One of the biggest red flags has been the way NetEase has handled its workforce. The layoffs at the Seattle Marvel Rivals team were completely unfathomable and hard to justify, especially after such a hugely successful launch. Even more troubling is the fact that these layoffs are in line with a wider pattern of the company cutting back on international ventures.

GamesBeat has noted that NetEase could be pulling back on its overseas game holdings, including those in the U.S., as it deals with higher costs and political challenges. NetEase has shot down the idea of completely ditching its overseas plans, but they did admit to scaling back some studios.

Marvel Rivals brought in $136 million in its first month alone—by all accounts, a major hit.

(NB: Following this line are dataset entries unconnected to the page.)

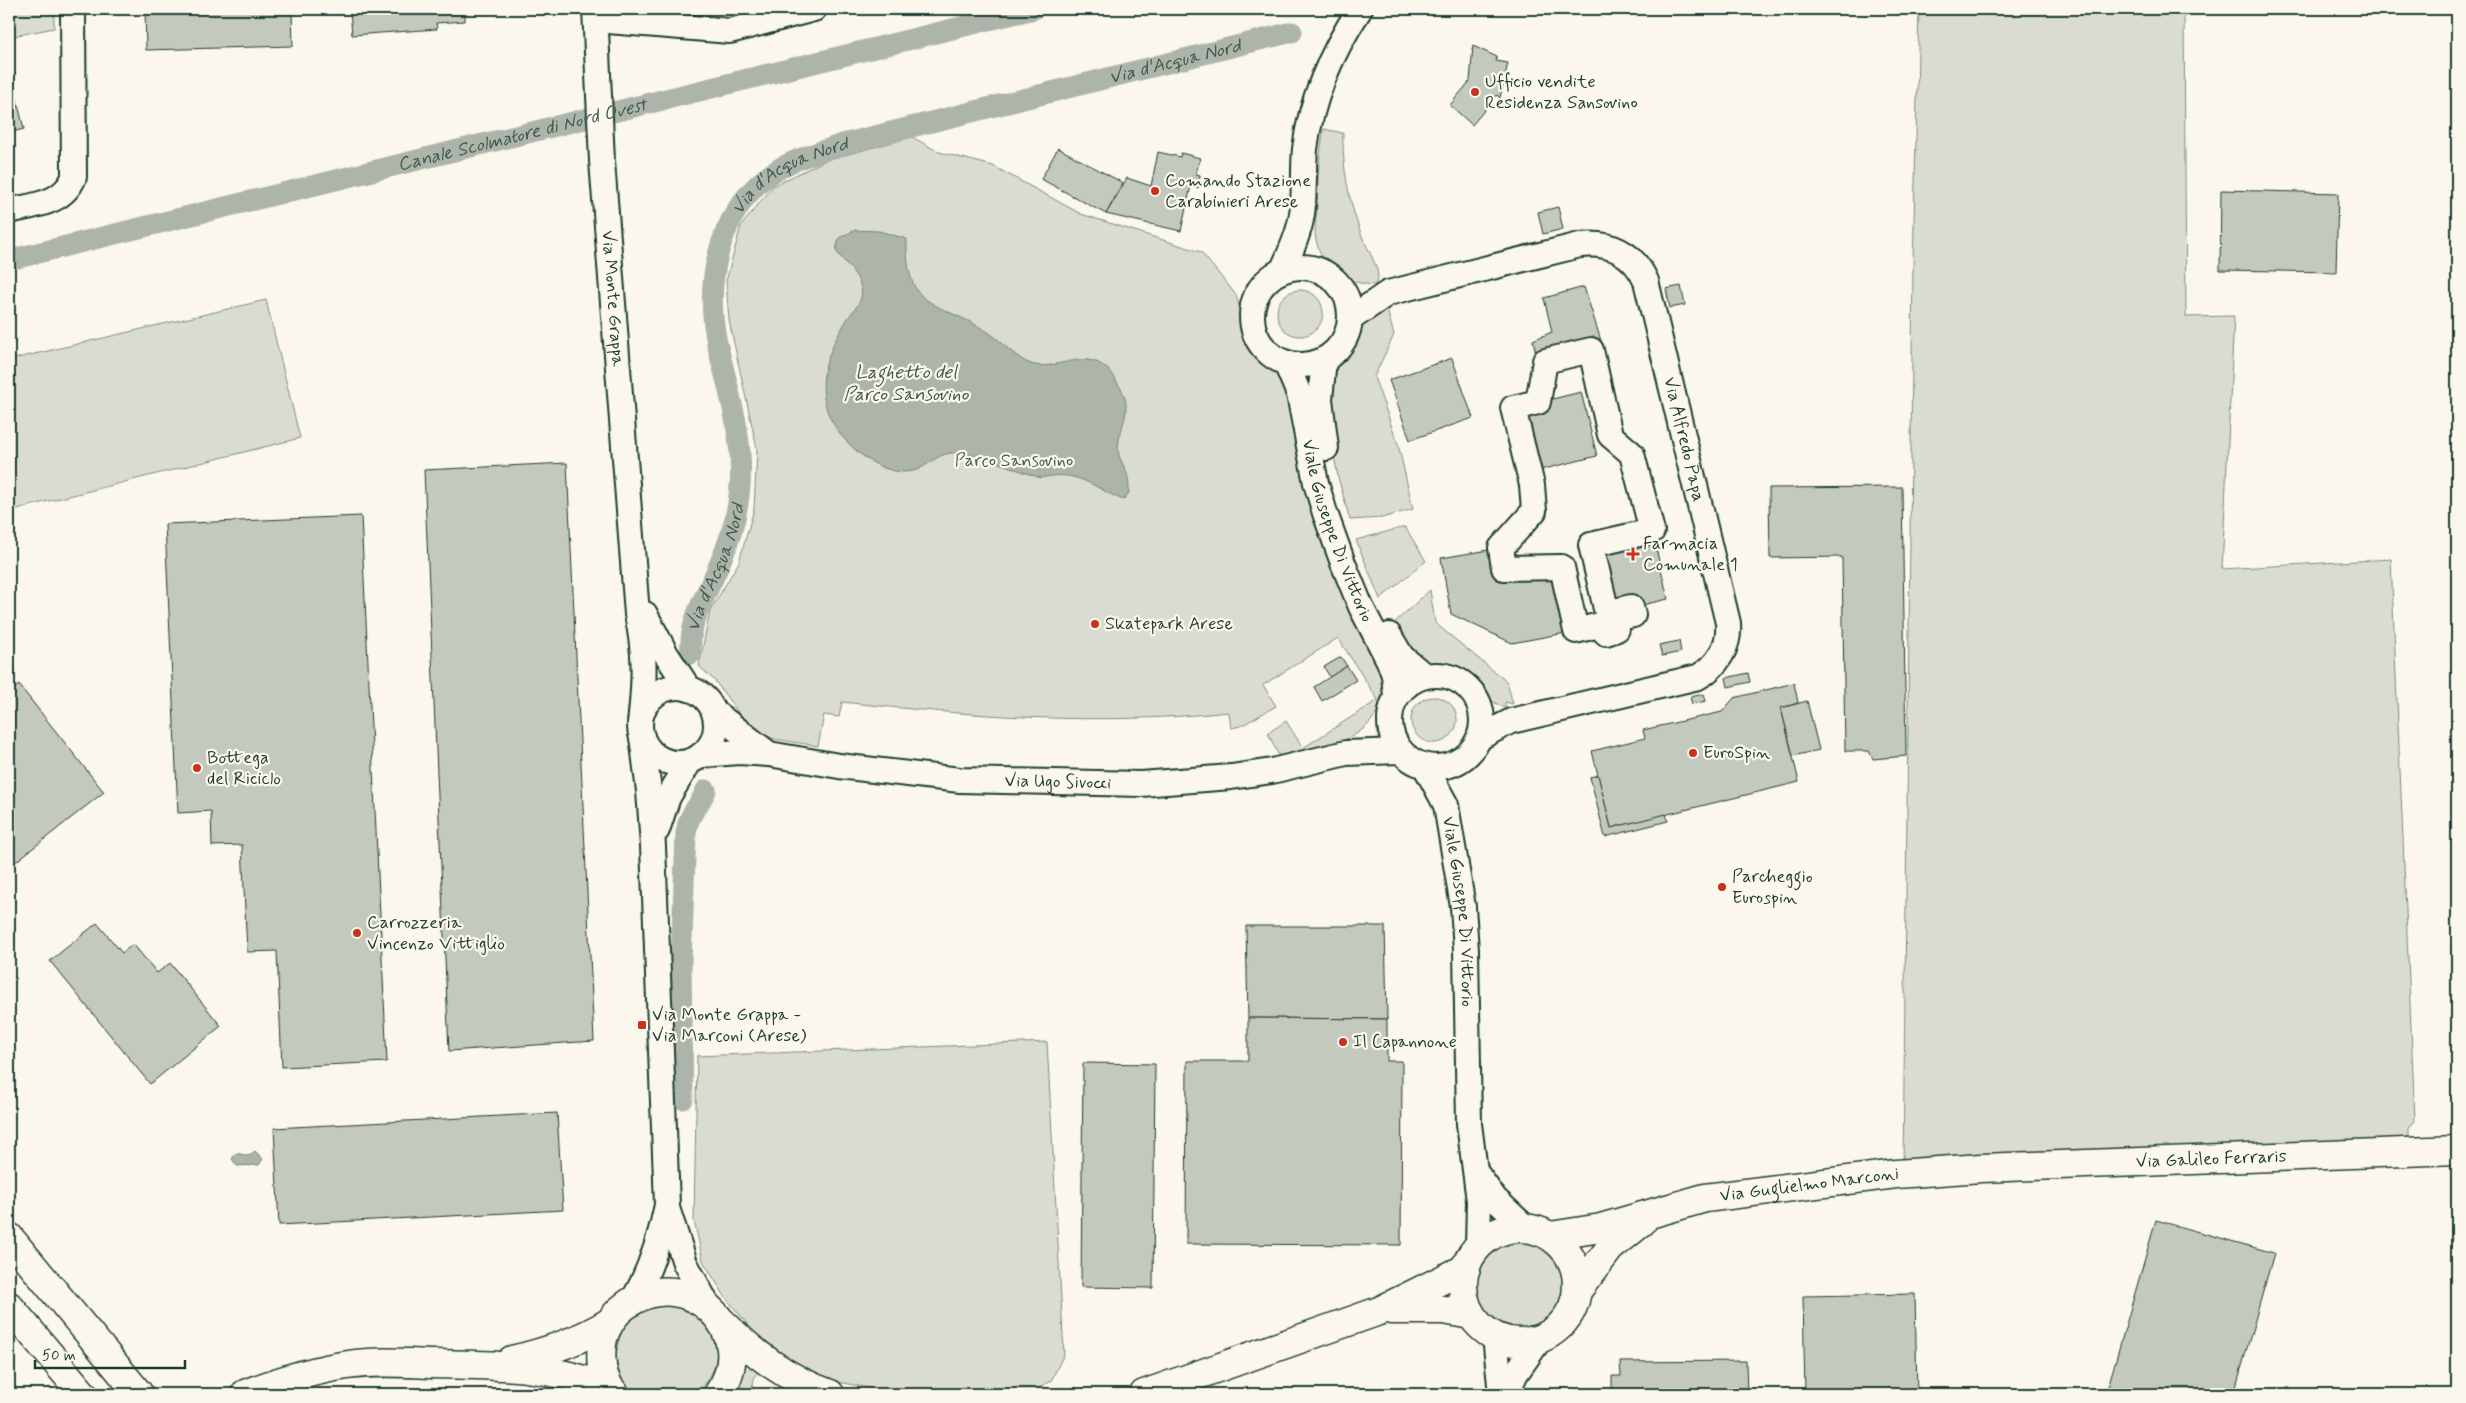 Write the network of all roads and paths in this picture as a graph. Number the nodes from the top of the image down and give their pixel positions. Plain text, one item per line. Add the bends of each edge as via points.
1 (73, 9) edge
2 (814, 9) edge
3 (1360, 9) edge
4 (595, 14) edge
5 (9, 211) edge
6 (1302, 214) junction
7 (1282, 271) junction
8 (1321, 271) junction
9 (1344, 292) junction
10 (1383, 295) junction
11 (1350, 319) junction
12 (1324, 360) junction
13 (1286, 363) junction
14 (1534, 512) joint
15 (636, 588) junction
16 (1426, 676) junction
17 (689, 689) junction
18 (1396, 696) junction
19 (1481, 709) junction
20 (714, 712) junction
21 (641, 714) junction
22 (1511, 721) junction
23 (1389, 724) junction
24 (642, 737) junction
25 (1479, 738) junction
26 (1400, 751) junction
27 (1346, 753) junction
28 (769, 754) junction
29 (696, 758) junction
30 (1458, 762) junction
31 (1424, 766) junction
32 (1446, 805) junction
33 (653, 846) junction
34 (2457, 1150) edge
35 (1964, 1169) joint
36 (1475, 1170) junction
37 (666, 1204) junction
38 (1656, 1212) junction
39 (1538, 1232) junction
40 (9, 1237) edge
41 (1472, 1257) junction
42 (1577, 1291) junction
43 (634, 1299) junction
44 (9, 1306) edge
45 (1380, 1311) junction
46 (715, 1314) junction
47 (1471, 1315) junction
48 (610, 1322) junction
49 (1494, 1336) junction
50 (1540, 1338) junction
51 (489, 1365) junction
52 (613, 1392) edge
53 (82, 1394) edge
54 (139, 1394) edge
55 (245, 1394) edge
56 (718, 1394) edge
57 (830, 1394) edge
58 (1144, 1394) edge
59 (1501, 1394) edge
60 (1506, 1394) edge

1 - 5 street via 74,177 68,190 59,197
2 - 4 street via 716,32
3 - 6 street via 1345,32 1324,78 1311,120 1305,147
4 - 15 street, Via Monte Grappa via 602,161
6 - 7 street
6 - 8 street via 1308,245
7 - 8 street via 1308,267
7 - 13 street via 1258,292 1252,316 1258,339 1274,357
8 - 9 street
9 - 10 street, Via Alfredo Papa
9 - 11 street
10 - 11 street, Via Alfredo Papa
10 - 22 street, Via Alfredo Papa via 1580,245 1595,244 1607,245 1626,254 1646,280 1723,598 1728,629 1726,645 1715,664 1698,677
11 - 12 street via 1347,335
12 - 13 street via 1312,364
12 - 16 street, Viale Giuseppe Di Vittorio via 1320,399 1322,424 1346,533 1396,648
13 - 18 street, Viale Giuseppe Di Vittorio via 1299,394 1316,482 1328,521 1361,607 1389,662
14 - 14 street via 1501,548 1504,568 1562,567 1576,631 1599,625 1606,633 1617,630 1615,620 1633,615 1631,608 1608,613 1591,545 1652,531 1632,454 1610,435 1591,350 1545,361 1538,402 1513,408 1532,485
15 - 17 street, Via Monte Grappa via 654,632
15 - 21 street, Via Monte Grappa via 646,673
16 - 18 street via 1413,680
16 - 19 street via 1454,678 1467,686
17 - 20 street via 704,698
17 - 21 street via 677,687 660,692 647,703
18 - 23 street
19 - 22 street
19 - 25 street
20 - 28 street, Via Ugo Sivocci
20 - 29 street via 714,736 709,747
21 - 24 street
22 - 25 street, Via Alfredo Papa
23 - 26 street
23 - 27 street, Via Ugo Sivocci
24 - 29 street via 656,756 667,761
24 - 33 street
25 - 30 street
26 - 27 street, Via Ugo Sivocci
26 - 31 street
27 - 28 street, Via Ugo Sivocci via 1272,771 1141,784 960,780
28 - 29 street, Via Ugo Sivocci via 739,752
29 - 33 street via 668,796
30 - 31 street via 1442,767
30 - 32 street, Viale Giuseppe Di Vittorio
31 - 32 street, Viale Giuseppe Di Vittorio
32 - 36 street, Viale Giuseppe Di Vittorio via 1464,916 1469,1124
33 - 37 street
34 - 35 main road, Via Galileo Ferraris
35 - 38 main road, Via Guglielmo Marconi via 1740,1192
36 - 39 street, Viale Giuseppe Di Vittorio via 1495,1199
36 - 41 street, Viale Giuseppe Di Vittorio via 1479,1200
37 - 43 street via 653,1262
37 - 46 street via 685,1263
38 - 39 main road, Via Guglielmo Marconi via 1601,1228
38 - 42 main road, Via Guglielmo Marconi via 1610,1248
39 - 41 main road via 1508,1230 1492,1236
39 - 42 main road via 1562,1246 1576,1275
40 - 54 main road
41 - 45 main road
41 - 47 main road via 1463,1284
42 - 50 main road via 1565,1320
43 - 46 main road via 652,1292 672,1291 691,1296
43 - 48 main road
44 - 53 main road
45 - 47 main road via 1419,1309
45 - 58 main road
46 - 56 main road via 729,1338 731,1354 730,1371
46 - 57 main road via 769,1364 803,1385
47 - 49 main road
48 - 51 main road via 559,1348
48 - 52 main road via 603,1339 601,1357 604,1374
49 - 50 main road via 1525,1342
49 - 59 street
50 - 60 street
51 - 52 main road via 560,1372
51 - 55 main road via 350,1365 318,1370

Yet, instead of celebrating and building on that success, NetEase decided to downsize the very team responsible for it. That "optimizing development efficiency" excuse feels like a cop-out.

And it's not just Marvel Rivals. Ouka Studios, a NetEase subsidiary, was abruptly shut down the same day Visions of Mana launched in late 2024. Worlds Untold was yet another loss. One by one, NetEase's international projects and teams are being abandoned or drastically cut down. It's hard not to see the pattern when you look at these decisions.

The writing on the wall is clear: NetEase is pulling back from its Western ventures. The company appears to be refocusing all its efforts on China, where development costs are lower and the domestic market remains strong. NetEase is likely betting that it can replicate that formula while cutting out the overhead costs of running foreign studios. In their eyes, it's a win-win situation: spend less, keep development in-house, and still ship games that sell worldwide.

I get that running international studios is expensive, but NetEase is throwing the baby out with the bathwater. There's no way a company this big should be so short-sighted. The harsh reality is that major gaming companies have realized they can get away with slashing jobs while still pushing out products like it's business as usual. The worst part? It's becoming normalized.

The debate continues over whether NetEase’s moves are a well-considered restructuring plan or if they're simply panicking after failed attempts at global expansion. If this was part of some grand restructuring strategy, it sure doesn't look like it.

Some argue the company was forced to scale back because of government regulations and the economic climate, while others just see it as a way to save money after realizing they overestimated their shot at the Western market. Either way, it's not a good look.

If it was well thought out, they wouldn't be axing successful projects and talented teams so quickly. These decisions feel desperate. It feels like NetEase is scrambling to fix past mistakes and is willing to burn bridges along the way.

If companies like NetEase continue prioritizing profits over people, the gaming industry is headed toward a future where job security is non-existent, creativity is stifled, and only the executives at the top truly benefit.